----- Information -----

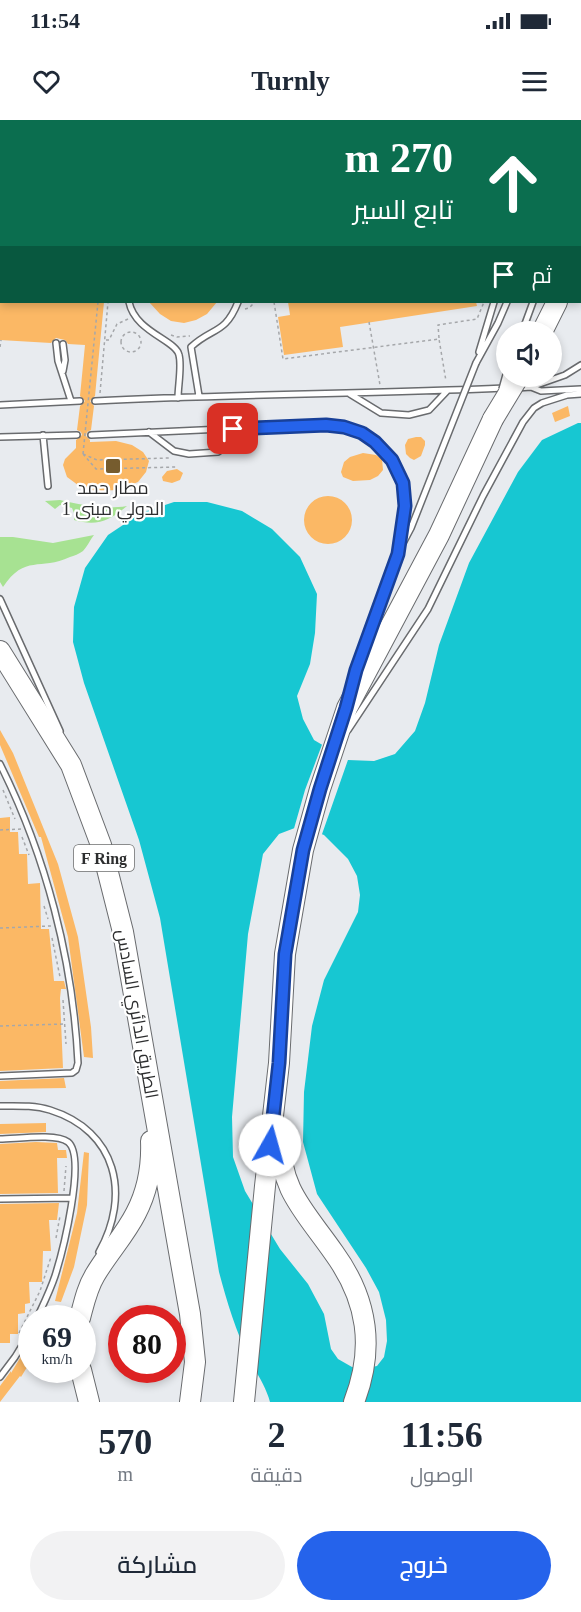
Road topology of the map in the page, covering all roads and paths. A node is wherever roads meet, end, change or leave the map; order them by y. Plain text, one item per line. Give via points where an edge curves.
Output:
1 (98, 303) edge
2 (108, 303) edge
3 (129, 303) edge
4 (238, 303) edge
5 (274, 303) edge
6 (484, 303) edge
7 (494, 303) edge
8 (507, 303) edge
9 (532, 303) edge
10 (556, 303) edge
11 (131, 318) dead end
12 (526, 321) edge
13 (548, 321) edge
14 (369, 322) dead end
15 (170, 334) dead end
16 (195, 335) dead end
17 (440, 339) junction
18 (1, 340) edge
19 (105, 340) junction
20 (120, 340) joint
21 (56, 343) dead end
22 (63, 344) dead end
23 (0, 346) edge
24 (373, 347) junction
25 (476, 363) junction
26 (581, 365) edge
27 (63, 371) junction
28 (562, 376) edge
29 (496, 385) edge
30 (502, 387) edge
31 (521, 387) edge
32 (534, 387) edge
33 (581, 389) edge
34 (447, 391) junction
35 (381, 392) junction
36 (349, 393) junction
37 (581, 394) edge
38 (199, 396) junction
39 (178, 398) junction
40 (71, 401) junction
41 (80, 401) dead end
42 (97, 401) joint
43 (0, 405) edge
44 (493, 419) junction
45 (251, 428) junction
46 (149, 432) junction
47 (43, 435) junction
48 (77, 435) dead end
49 (91, 435) dead end
50 (0, 437) edge
51 (83, 454) junction
52 (178, 458) dead end
53 (176, 467) dead end
54 (48, 486) dead end
55 (398, 554) junction
56 (0, 599) edge
57 (0, 651) edge
58 (346, 708) junction
59 (335, 747) junction
60 (0, 764) edge
61 (71, 765) junction
62 (0, 784) edge
63 (15, 820) dead end
64 (27, 827) junction
65 (0, 830) edge
66 (20, 830) junction
67 (30, 858) dead end
68 (43, 899) dead end
69 (58, 925) junction
70 (50, 927) junction
71 (0, 928) edge
72 (52, 937) dead end
73 (62, 981) dead end
74 (63, 997) dead end
75 (65, 1024) junction
76 (0, 1026) edge
77 (66, 1044) dead end
78 (279, 1063) junction
79 (0, 1076) edge
80 (150, 1087) junction
81 (0, 1106) edge
82 (0, 1139) edge
83 (66, 1166) dead end
84 (63, 1197) junction
85 (72, 1198) junction
86 (0, 1199) edge
87 (55, 1244) dead end
88 (53, 1251) dead end
89 (96, 1257) dead end
90 (93, 1265) dead end
91 (42, 1305) edge
92 (83, 1305) edge
93 (84, 1305) edge
94 (17, 1337) dead end
95 (18, 1352) edge
96 (0, 1377) edge
97 (84, 1383) edge
98 (89, 1402) edge
99 (190, 1402) edge
100 (244, 1402) edge
101 (354, 1402) edge

1 - 51 path, bridge
2 - 19 path
3 - 39 lane via 133,315 176,348
4 - 38 lane via 220,329 191,347
5 - 24 path via 282,359
6 - 17 path via 477,319 438,325
7 - 25 lane
8 - 25 lane
9 - 12 lane
10 - 13 highway
11 - 19 path via 117,324 109,340
14 - 24 path
15 - 16 path
17 - 24 path
17 - 34 path
18 - 23 path
19 - 42 path
20 - 20 path via 122,348 129,352 136,351 141,344 133,332
21 - 27 lane
22 - 27 lane
24 - 35 path
25 - 55 lane, bridge
26 - 28 lane
27 - 40 lane
29 - 34 lane
30 - 44 lane, bridge
31 - 44 highway, bridge
32 - 33 lane via 541,391
34 - 35 lane
34 - 36 lane via 429,410 409,415 381,413
35 - 36 lane
36 - 38 lane
37 - 59 lane via 542,403 522,422 428,609
38 - 39 lane
39 - 42 lane
40 - 41 lane
40 - 43 lane
44 - 58 highway via 439,535
45 - 46 lane
45 - 46 lane via 218,452 189,454 174,451
45 - 55 lane, bridge via 344,427 375,442 392,460 403,483 405,506
46 - 49 lane
47 - 48 lane
47 - 50 lane
47 - 54 lane
51 - 52 path via 97,460
51 - 53 path via 96,468
55 - 58 lane
56 - 61 lane via 63,738
57 - 61 highway, الطريق الدائري السادس / F Ring
58 - 59 highway
59 - 78 highway via 303,850 285,954
60 - 64 lane
61 - 80 highway, الطريق الدائري السادس / F Ring via 114,892
62 - 63 path
64 - 66 path
64 - 69 lane
65 - 66 path
66 - 67 path
68 - 70 path
69 - 70 path
69 - 79 lane via 72,1005 77,1066 72,1073
70 - 71 path
72 - 73 path
74 - 75 path
75 - 76 path
75 - 77 path
78 - 100 highway
78 - 101 highway via 280,1156 284,1175 291,1193 336,1255 356,1292 365,1322 366,1356
80 - 93 highway via 152,1158 143,1196 128,1227 95,1275
80 - 99 highway, الطريق الدائري السادس / F Ring via 191,1322 195,1362
81 - 89 lane via 34,1107 65,1116 88,1131 104,1151 114,1177 117,1206 109,1234
82 - 85 lane via 67,1141 76,1158
83 - 84 path
84 - 85 lane
84 - 86 lane
84 - 87 path
85 - 91 lane via 59,1262
88 - 94 path via 40,1291
90 - 92 lane
95 - 96 lane
97 - 98 highway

-----

Task item: Please output every entry exactly as written, apart from the pictures.

Exercise result:
Road topology of the map in the page, covering all roads and paths. A node is wherever roads meet, end, change or leave the map; order them by y. Plain text, one item per line. Give via points where an edge curves.
Output:
1 (98, 303) edge
2 (108, 303) edge
3 (129, 303) edge
4 (238, 303) edge
5 (274, 303) edge
6 (484, 303) edge
7 (494, 303) edge
8 (507, 303) edge
9 (532, 303) edge
10 (556, 303) edge
11 (131, 318) dead end
12 (526, 321) edge
13 (548, 321) edge
14 (369, 322) dead end
15 (170, 334) dead end
16 (195, 335) dead end
17 (440, 339) junction
18 (1, 340) edge
19 (105, 340) junction
20 (120, 340) joint
21 (56, 343) dead end
22 (63, 344) dead end
23 (0, 346) edge
24 (373, 347) junction
25 (476, 363) junction
26 (581, 365) edge
27 (63, 371) junction
28 (562, 376) edge
29 (496, 385) edge
30 (502, 387) edge
31 (521, 387) edge
32 (534, 387) edge
33 (581, 389) edge
34 (447, 391) junction
35 (381, 392) junction
36 (349, 393) junction
37 (581, 394) edge
38 (199, 396) junction
39 (178, 398) junction
40 (71, 401) junction
41 (80, 401) dead end
42 (97, 401) joint
43 (0, 405) edge
44 (493, 419) junction
45 (251, 428) junction
46 (149, 432) junction
47 (43, 435) junction
48 (77, 435) dead end
49 (91, 435) dead end
50 (0, 437) edge
51 (83, 454) junction
52 (178, 458) dead end
53 (176, 467) dead end
54 (48, 486) dead end
55 (398, 554) junction
56 (0, 599) edge
57 (0, 651) edge
58 (346, 708) junction
59 (335, 747) junction
60 (0, 764) edge
61 (71, 765) junction
62 (0, 784) edge
63 (15, 820) dead end
64 (27, 827) junction
65 (0, 830) edge
66 (20, 830) junction
67 (30, 858) dead end
68 (43, 899) dead end
69 (58, 925) junction
70 (50, 927) junction
71 (0, 928) edge
72 (52, 937) dead end
73 (62, 981) dead end
74 (63, 997) dead end
75 (65, 1024) junction
76 (0, 1026) edge
77 (66, 1044) dead end
78 (279, 1063) junction
79 (0, 1076) edge
80 (150, 1087) junction
81 (0, 1106) edge
82 (0, 1139) edge
83 (66, 1166) dead end
84 (63, 1197) junction
85 (72, 1198) junction
86 (0, 1199) edge
87 (55, 1244) dead end
88 (53, 1251) dead end
89 (96, 1257) dead end
90 (93, 1265) dead end
91 (42, 1305) edge
92 (83, 1305) edge
93 (84, 1305) edge
94 (17, 1337) dead end
95 (18, 1352) edge
96 (0, 1377) edge
97 (84, 1383) edge
98 (89, 1402) edge
99 (190, 1402) edge
100 (244, 1402) edge
101 (354, 1402) edge

1 - 51 path, bridge
2 - 19 path
3 - 39 lane via 133,315 176,348
4 - 38 lane via 220,329 191,347
5 - 24 path via 282,359
6 - 17 path via 477,319 438,325
7 - 25 lane
8 - 25 lane
9 - 12 lane
10 - 13 highway
11 - 19 path via 117,324 109,340
14 - 24 path
15 - 16 path
17 - 24 path
17 - 34 path
18 - 23 path
19 - 42 path
20 - 20 path via 122,348 129,352 136,351 141,344 133,332
21 - 27 lane
22 - 27 lane
24 - 35 path
25 - 55 lane, bridge
26 - 28 lane
27 - 40 lane
29 - 34 lane
30 - 44 lane, bridge
31 - 44 highway, bridge
32 - 33 lane via 541,391
34 - 35 lane
34 - 36 lane via 429,410 409,415 381,413
35 - 36 lane
36 - 38 lane
37 - 59 lane via 542,403 522,422 428,609
38 - 39 lane
39 - 42 lane
40 - 41 lane
40 - 43 lane
44 - 58 highway via 439,535
45 - 46 lane
45 - 46 lane via 218,452 189,454 174,451
45 - 55 lane, bridge via 344,427 375,442 392,460 403,483 405,506
46 - 49 lane
47 - 48 lane
47 - 50 lane
47 - 54 lane
51 - 52 path via 97,460
51 - 53 path via 96,468
55 - 58 lane
56 - 61 lane via 63,738
57 - 61 highway, الطريق الدائري السادس / F Ring
58 - 59 highway
59 - 78 highway via 303,850 285,954
60 - 64 lane
61 - 80 highway, الطريق الدائري السادس / F Ring via 114,892
62 - 63 path
64 - 66 path
64 - 69 lane
65 - 66 path
66 - 67 path
68 - 70 path
69 - 70 path
69 - 79 lane via 72,1005 77,1066 72,1073
70 - 71 path
72 - 73 path
74 - 75 path
75 - 76 path
75 - 77 path
78 - 100 highway
78 - 101 highway via 280,1156 284,1175 291,1193 336,1255 356,1292 365,1322 366,1356
80 - 93 highway via 152,1158 143,1196 128,1227 95,1275
80 - 99 highway, الطريق الدائري السادس / F Ring via 191,1322 195,1362
81 - 89 lane via 34,1107 65,1116 88,1131 104,1151 114,1177 117,1206 109,1234
82 - 85 lane via 67,1141 76,1158
83 - 84 path
84 - 85 lane
84 - 86 lane
84 - 87 path
85 - 91 lane via 59,1262
88 - 94 path via 40,1291
90 - 92 lane
95 - 96 lane
97 - 98 highway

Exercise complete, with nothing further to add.